- _Problem details_:
If a record holds a picture, omit the picture, but copy everything else below exactly.

- _Entries supplied_:
------------
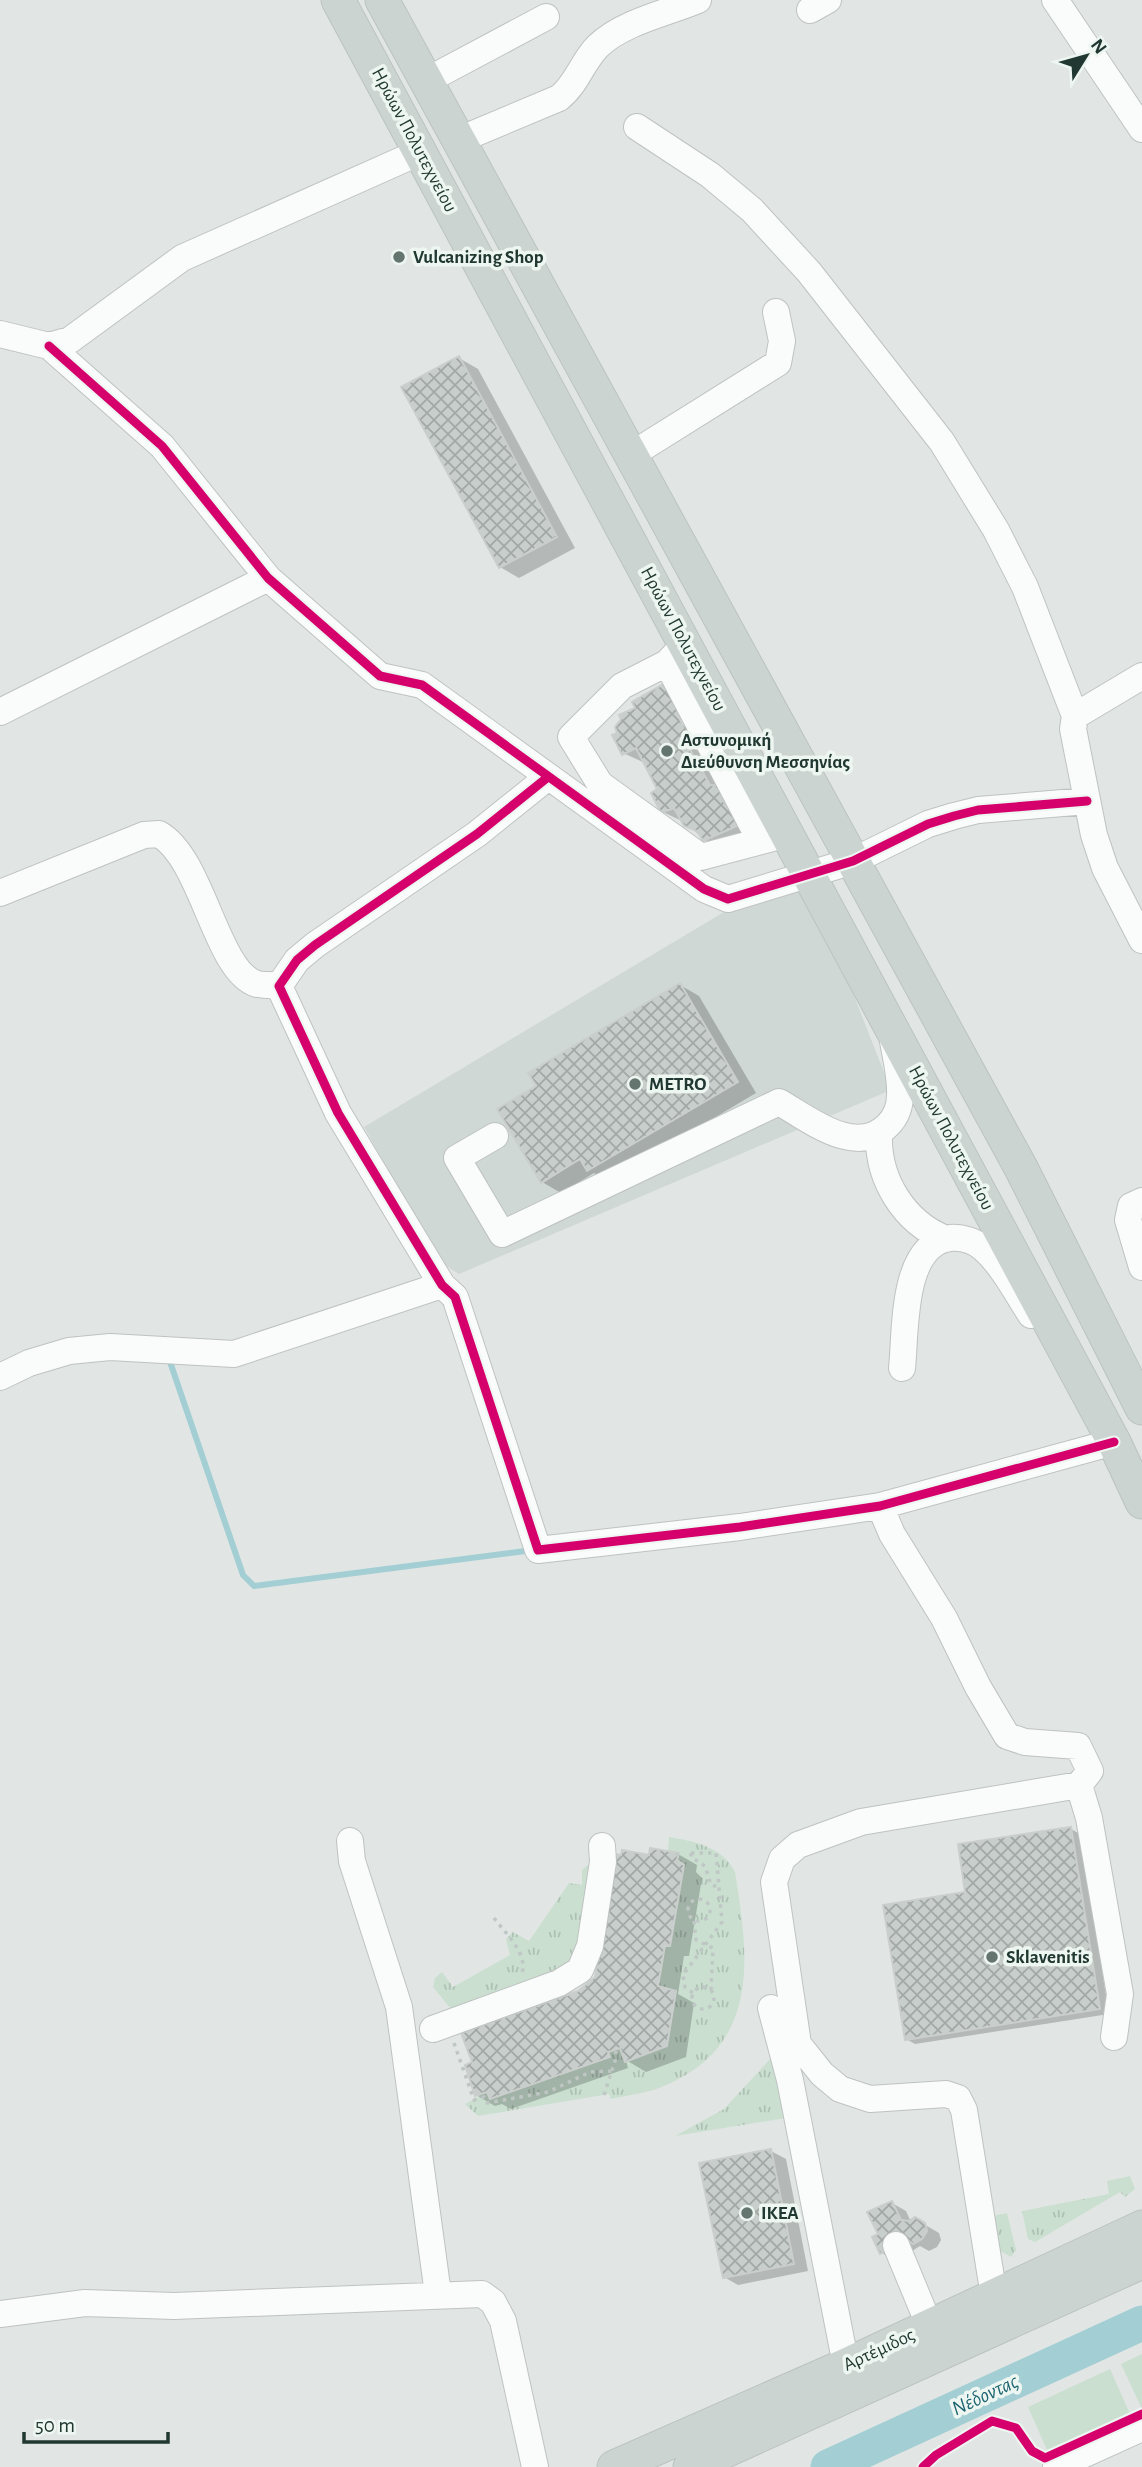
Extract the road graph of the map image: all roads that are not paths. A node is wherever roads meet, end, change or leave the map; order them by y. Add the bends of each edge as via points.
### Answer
1 (338, 0) edge
2 (382, 0) edge
3 (698, 0) edge
4 (1055, 0) edge
5 (546, 17) dead end
6 (426, 81) junction
7 (637, 127) dead end
8 (1142, 130) edge
9 (459, 140) junction
10 (420, 152) junction
11 (776, 312) dead end
12 (0, 334) edge
13 (49, 346) junction
14 (631, 455) junction
15 (268, 578) junction
16 (676, 653) junction
17 (1142, 676) edge
18 (0, 712) edge
19 (1075, 716) junction
20 (548, 777) junction
21 (1087, 802) junction
22 (774, 837) junction
23 (853, 861) junction
24 (810, 874) junction
25 (0, 893) edge
26 (1142, 940) edge
27 (279, 986) junction
28 (891, 1025) junction
29 (879, 1133) junction
30 (495, 1136) dead end
31 (1142, 1201) edge
32 (946, 1239) junction
33 (1142, 1267) edge
34 (442, 1284) junction
35 (902, 1368) dead end
36 (0, 1377) edge
37 (1093, 1405) junction
38 (1142, 1408) edge
39 (1114, 1442) junction
40 (1142, 1502) edge
41 (880, 1506) junction
42 (1079, 1785) junction
43 (350, 1841) dead end
44 (602, 1846) dead end
45 (771, 2008) dead end
46 (441, 2027) road end
47 (1114, 2037) dead end
48 (1142, 2227) edge
49 (896, 2245) dead end
50 (1142, 2262) edge
51 (438, 2294) junction
52 (994, 2296) junction
53 (0, 2314) edge
54 (930, 2327) junction
55 (846, 2365) junction
56 (1142, 2428) edge
57 (535, 2467) edge
58 (614, 2467) edge
59 (690, 2467) edge
60 (1056, 2467) edge

1 - 10 main road, Ηρώων Πολυτεχνείου
2 - 6 main road, Ηρώων Πολυτεχνείου
3 - 9 street via 601,43 570,90 559,98
4 - 8 street
5 - 6 street
6 - 9 main road, Ηρώων Πολυτεχνείου
7 - 19 street via 710,175 752,210 809,272 942,442 996,530 1024,587
9 - 14 main road, Ηρώων Πολυτεχνείου
10 - 13 street via 182,257 94,325
10 - 16 main road, Ηρώων Πολυτεχνείου
11 - 14 street via 782,341 778,363
12 - 13 street
13 - 15 street via 162,446
14 - 23 main road, Ηρώων Πολυτεχνείου
15 - 18 street
15 - 20 street via 380,676 422,685
16 - 22 main road, Ηρώων Πολυτεχνείου
16 - 22 street via 622,686 571,737 600,784 701,857
17 - 19 street
19 - 21 street via 1073,729
20 - 24 street via 688,879 728,899
20 - 27 street via 477,834 315,945
21 - 23 street via 978,810 928,824
21 - 26 street via 1105,868
22 - 24 main road, Ηρώων Πολυτεχνείου
23 - 24 street
23 - 38 main road, Ηρώων Πολυτεχνείου via 1021,1168
24 - 28 main road, Ηρώων Πολυτεχνείου
25 - 27 street via 144,835 159,834 180,851 240,971 254,983
27 - 34 street via 338,1113
28 - 29 street via 900,1103
28 - 37 main road, Ηρώων Πολυτεχνείου
29 - 30 street via 845,1137 779,1102 502,1234 457,1158
29 - 32 street via 883,1170 893,1193 914,1219
31 - 33 street via 1128,1212
32 - 35 street via 924,1251 914,1267
32 - 37 street via 965,1239 988,1253
34 - 36 street via 234,1354 110,1347 69,1351
34 - 41 street via 455,1297 538,1550
37 - 39 main road, Ηρώων Πολυτεχνείου
39 - 40 main road, Ηρώων Πολυτεχνείου
39 - 41 street
41 - 42 street via 892,1535 944,1618 1007,1736 1078,1746 1090,1771
42 - 47 street via 1089,1818 1119,1993
42 - 52 street via 861,1822 798,1846 782,1859 774,1882 798,2044 822,2074 840,2089 870,2099 946,2094 958,2098 964,2110
43 - 51 street via 352,1861 399,2007
44 - 46 street via 602,1871 584,1965 567,1979
45 - 55 street via 790,2080
48 - 52 main road, Αρτέμιδος
49 - 54 street
50 - 59 main road, Αρτέμιδος
51 - 53 street via 174,2306 85,2303
51 - 57 street via 482,2294 499,2311
52 - 54 main road, Αρτέμιδος
54 - 55 main road, Αρτέμιδος
55 - 58 main road, Αρτέμιδος
56 - 60 street

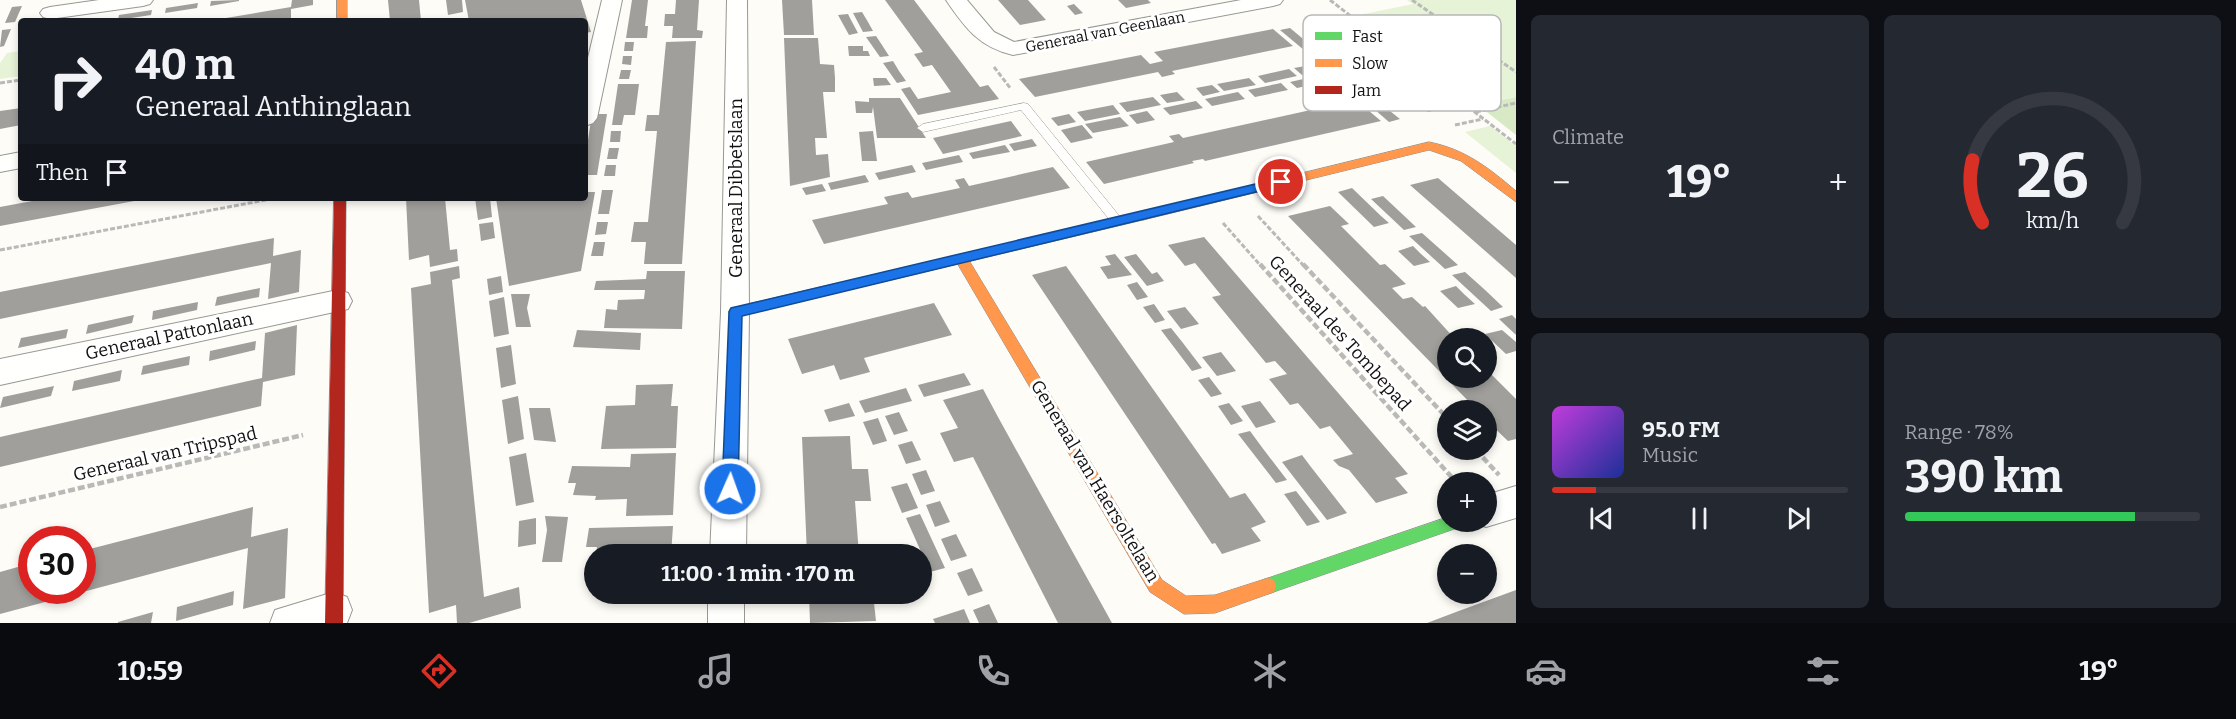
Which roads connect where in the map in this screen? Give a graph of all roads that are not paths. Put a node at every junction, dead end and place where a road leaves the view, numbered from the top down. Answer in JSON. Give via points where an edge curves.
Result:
{"nodes":[{"id":1,"x":143,"y":0,"type":"edge"},
{"id":2,"x":342,"y":0,"type":"edge"},
{"id":3,"x":612,"y":0,"type":"edge"},
{"id":4,"x":737,"y":0,"type":"edge"},
{"id":5,"x":956,"y":0,"type":"edge"},
{"id":6,"x":1170,"y":0,"type":"edge"},
{"id":7,"x":1274,"y":0,"type":"edge"},
{"id":8,"x":50,"y":13,"type":"dead end"},
{"id":9,"x":1187,"y":16,"type":"junction"},
{"id":10,"x":342,"y":18,"type":"edge"},
{"id":11,"x":588,"y":105,"type":"edge"},
{"id":12,"x":923,"y":128,"type":"dead end"},
{"id":13,"x":18,"y":161,"type":"edge"},
{"id":14,"x":0,"y":164,"type":"edge"},
{"id":15,"x":1516,"y":198,"type":"edge"},
{"id":16,"x":340,"y":201,"type":"edge"},
{"id":17,"x":1117,"y":221,"type":"junction"},
{"id":18,"x":962,"y":260,"type":"junction"},
{"id":19,"x":338,"y":301,"type":"junction"},
{"id":20,"x":735,"y":312,"type":"junction"},
{"id":21,"x":0,"y":372,"type":"edge"},
{"id":22,"x":1508,"y":489,"type":"edge"},
{"id":23,"x":1497,"y":500,"type":"edge"},
{"id":24,"x":1437,"y":528,"type":"edge"},
{"id":25,"x":728,"y":544,"type":"edge"},
{"id":26,"x":726,"y":604,"type":"edge"},
{"id":27,"x":1184,"y":605,"type":"junction"},
{"id":28,"x":334,"y":617,"type":"edge"},
{"id":29,"x":288,"y":623,"type":"edge"},
{"id":30,"x":726,"y":623,"type":"edge"},
{"id":31,"x":1189,"y":623,"type":"edge"}],
"edges":[{"from":1,"to":8,"type":"street"},
{"from":2,"to":10,"type":"street"},
{"from":3,"to":11,"type":"street"},
{"from":4,"to":20,"type":"street","name":"Generaal Dibbetslaan"},
{"from":5,"to":9,"type":"street","name":"Generaal van Geenlaan","via":[[985,36],[998,46],[1013,49]]},
{"from":6,"to":9,"type":"street"},
{"from":7,"to":9,"type":"street","name":"Generaal van Geenlaan"},
{"from":12,"to":17,"type":"lane","via":[[1024,106]]},
{"from":13,"to":14,"type":"street"},
{"from":15,"to":17,"type":"street","via":[[1463,155],[1441,146],[1429,146]]},
{"from":16,"to":19,"type":"street"},
{"from":17,"to":18,"type":"street"},
{"from":18,"to":20,"type":"street"},
{"from":18,"to":27,"type":"street","name":"Generaal van Haersoltelaan","via":[[1156,586]]},
{"from":19,"to":21,"type":"street","name":"Generaal Pattonlaan"},
{"from":19,"to":28,"type":"street"},
{"from":20,"to":25,"type":"street","name":"Generaal Dibbetslaan"},
{"from":22,"to":23,"type":"street"},
{"from":24,"to":27,"type":"street","via":[[1215,604]]},
{"from":26,"to":30,"type":"street"},
{"from":27,"to":31,"type":"lane"},
{"from":28,"to":29,"type":"street"}]}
------------
- _Result of this task_:
Extract the road graph of the map image: all roads that are not paths. A node is wherever roads meet, end, change or leave the map; order them by y. Add the bends of each edge as via points.
### Answer
1 (338, 0) edge
2 (382, 0) edge
3 (698, 0) edge
4 (1055, 0) edge
5 (546, 17) dead end
6 (426, 81) junction
7 (637, 127) dead end
8 (1142, 130) edge
9 (459, 140) junction
10 (420, 152) junction
11 (776, 312) dead end
12 (0, 334) edge
13 (49, 346) junction
14 (631, 455) junction
15 (268, 578) junction
16 (676, 653) junction
17 (1142, 676) edge
18 (0, 712) edge
19 (1075, 716) junction
20 (548, 777) junction
21 (1087, 802) junction
22 (774, 837) junction
23 (853, 861) junction
24 (810, 874) junction
25 (0, 893) edge
26 (1142, 940) edge
27 (279, 986) junction
28 (891, 1025) junction
29 (879, 1133) junction
30 (495, 1136) dead end
31 (1142, 1201) edge
32 (946, 1239) junction
33 (1142, 1267) edge
34 (442, 1284) junction
35 (902, 1368) dead end
36 (0, 1377) edge
37 (1093, 1405) junction
38 (1142, 1408) edge
39 (1114, 1442) junction
40 (1142, 1502) edge
41 (880, 1506) junction
42 (1079, 1785) junction
43 (350, 1841) dead end
44 (602, 1846) dead end
45 (771, 2008) dead end
46 (441, 2027) road end
47 (1114, 2037) dead end
48 (1142, 2227) edge
49 (896, 2245) dead end
50 (1142, 2262) edge
51 (438, 2294) junction
52 (994, 2296) junction
53 (0, 2314) edge
54 (930, 2327) junction
55 (846, 2365) junction
56 (1142, 2428) edge
57 (535, 2467) edge
58 (614, 2467) edge
59 (690, 2467) edge
60 (1056, 2467) edge

1 - 10 main road, Ηρώων Πολυτεχνείου
2 - 6 main road, Ηρώων Πολυτεχνείου
3 - 9 street via 601,43 570,90 559,98
4 - 8 street
5 - 6 street
6 - 9 main road, Ηρώων Πολυτεχνείου
7 - 19 street via 710,175 752,210 809,272 942,442 996,530 1024,587
9 - 14 main road, Ηρώων Πολυτεχνείου
10 - 13 street via 182,257 94,325
10 - 16 main road, Ηρώων Πολυτεχνείου
11 - 14 street via 782,341 778,363
12 - 13 street
13 - 15 street via 162,446
14 - 23 main road, Ηρώων Πολυτεχνείου
15 - 18 street
15 - 20 street via 380,676 422,685
16 - 22 main road, Ηρώων Πολυτεχνείου
16 - 22 street via 622,686 571,737 600,784 701,857
17 - 19 street
19 - 21 street via 1073,729
20 - 24 street via 688,879 728,899
20 - 27 street via 477,834 315,945
21 - 23 street via 978,810 928,824
21 - 26 street via 1105,868
22 - 24 main road, Ηρώων Πολυτεχνείου
23 - 24 street
23 - 38 main road, Ηρώων Πολυτεχνείου via 1021,1168
24 - 28 main road, Ηρώων Πολυτεχνείου
25 - 27 street via 144,835 159,834 180,851 240,971 254,983
27 - 34 street via 338,1113
28 - 29 street via 900,1103
28 - 37 main road, Ηρώων Πολυτεχνείου
29 - 30 street via 845,1137 779,1102 502,1234 457,1158
29 - 32 street via 883,1170 893,1193 914,1219
31 - 33 street via 1128,1212
32 - 35 street via 924,1251 914,1267
32 - 37 street via 965,1239 988,1253
34 - 36 street via 234,1354 110,1347 69,1351
34 - 41 street via 455,1297 538,1550
37 - 39 main road, Ηρώων Πολυτεχνείου
39 - 40 main road, Ηρώων Πολυτεχνείου
39 - 41 street
41 - 42 street via 892,1535 944,1618 1007,1736 1078,1746 1090,1771
42 - 47 street via 1089,1818 1119,1993
42 - 52 street via 861,1822 798,1846 782,1859 774,1882 798,2044 822,2074 840,2089 870,2099 946,2094 958,2098 964,2110
43 - 51 street via 352,1861 399,2007
44 - 46 street via 602,1871 584,1965 567,1979
45 - 55 street via 790,2080
48 - 52 main road, Αρτέμιδος
49 - 54 street
50 - 59 main road, Αρτέμιδος
51 - 53 street via 174,2306 85,2303
51 - 57 street via 482,2294 499,2311
52 - 54 main road, Αρτέμιδος
54 - 55 main road, Αρτέμιδος
55 - 58 main road, Αρτέμιδος
56 - 60 street

Which roads connect where in the map in this screen? Give a graph of all roads that are not paths. Put a node at every junction, dead end and place where a road leaves the view, numbered from the top down. Answer in JSON. Give via points where an edge curves.
Result:
{"nodes":[{"id":1,"x":143,"y":0,"type":"edge"},
{"id":2,"x":342,"y":0,"type":"edge"},
{"id":3,"x":612,"y":0,"type":"edge"},
{"id":4,"x":737,"y":0,"type":"edge"},
{"id":5,"x":956,"y":0,"type":"edge"},
{"id":6,"x":1170,"y":0,"type":"edge"},
{"id":7,"x":1274,"y":0,"type":"edge"},
{"id":8,"x":50,"y":13,"type":"dead end"},
{"id":9,"x":1187,"y":16,"type":"junction"},
{"id":10,"x":342,"y":18,"type":"edge"},
{"id":11,"x":588,"y":105,"type":"edge"},
{"id":12,"x":923,"y":128,"type":"dead end"},
{"id":13,"x":18,"y":161,"type":"edge"},
{"id":14,"x":0,"y":164,"type":"edge"},
{"id":15,"x":1516,"y":198,"type":"edge"},
{"id":16,"x":340,"y":201,"type":"edge"},
{"id":17,"x":1117,"y":221,"type":"junction"},
{"id":18,"x":962,"y":260,"type":"junction"},
{"id":19,"x":338,"y":301,"type":"junction"},
{"id":20,"x":735,"y":312,"type":"junction"},
{"id":21,"x":0,"y":372,"type":"edge"},
{"id":22,"x":1508,"y":489,"type":"edge"},
{"id":23,"x":1497,"y":500,"type":"edge"},
{"id":24,"x":1437,"y":528,"type":"edge"},
{"id":25,"x":728,"y":544,"type":"edge"},
{"id":26,"x":726,"y":604,"type":"edge"},
{"id":27,"x":1184,"y":605,"type":"junction"},
{"id":28,"x":334,"y":617,"type":"edge"},
{"id":29,"x":288,"y":623,"type":"edge"},
{"id":30,"x":726,"y":623,"type":"edge"},
{"id":31,"x":1189,"y":623,"type":"edge"}],
"edges":[{"from":1,"to":8,"type":"street"},
{"from":2,"to":10,"type":"street"},
{"from":3,"to":11,"type":"street"},
{"from":4,"to":20,"type":"street","name":"Generaal Dibbetslaan"},
{"from":5,"to":9,"type":"street","name":"Generaal van Geenlaan","via":[[985,36],[998,46],[1013,49]]},
{"from":6,"to":9,"type":"street"},
{"from":7,"to":9,"type":"street","name":"Generaal van Geenlaan"},
{"from":12,"to":17,"type":"lane","via":[[1024,106]]},
{"from":13,"to":14,"type":"street"},
{"from":15,"to":17,"type":"street","via":[[1463,155],[1441,146],[1429,146]]},
{"from":16,"to":19,"type":"street"},
{"from":17,"to":18,"type":"street"},
{"from":18,"to":20,"type":"street"},
{"from":18,"to":27,"type":"street","name":"Generaal van Haersoltelaan","via":[[1156,586]]},
{"from":19,"to":21,"type":"street","name":"Generaal Pattonlaan"},
{"from":19,"to":28,"type":"street"},
{"from":20,"to":25,"type":"street","name":"Generaal Dibbetslaan"},
{"from":22,"to":23,"type":"street"},
{"from":24,"to":27,"type":"street","via":[[1215,604]]},
{"from":26,"to":30,"type":"street"},
{"from":27,"to":31,"type":"lane"},
{"from":28,"to":29,"type":"street"}]}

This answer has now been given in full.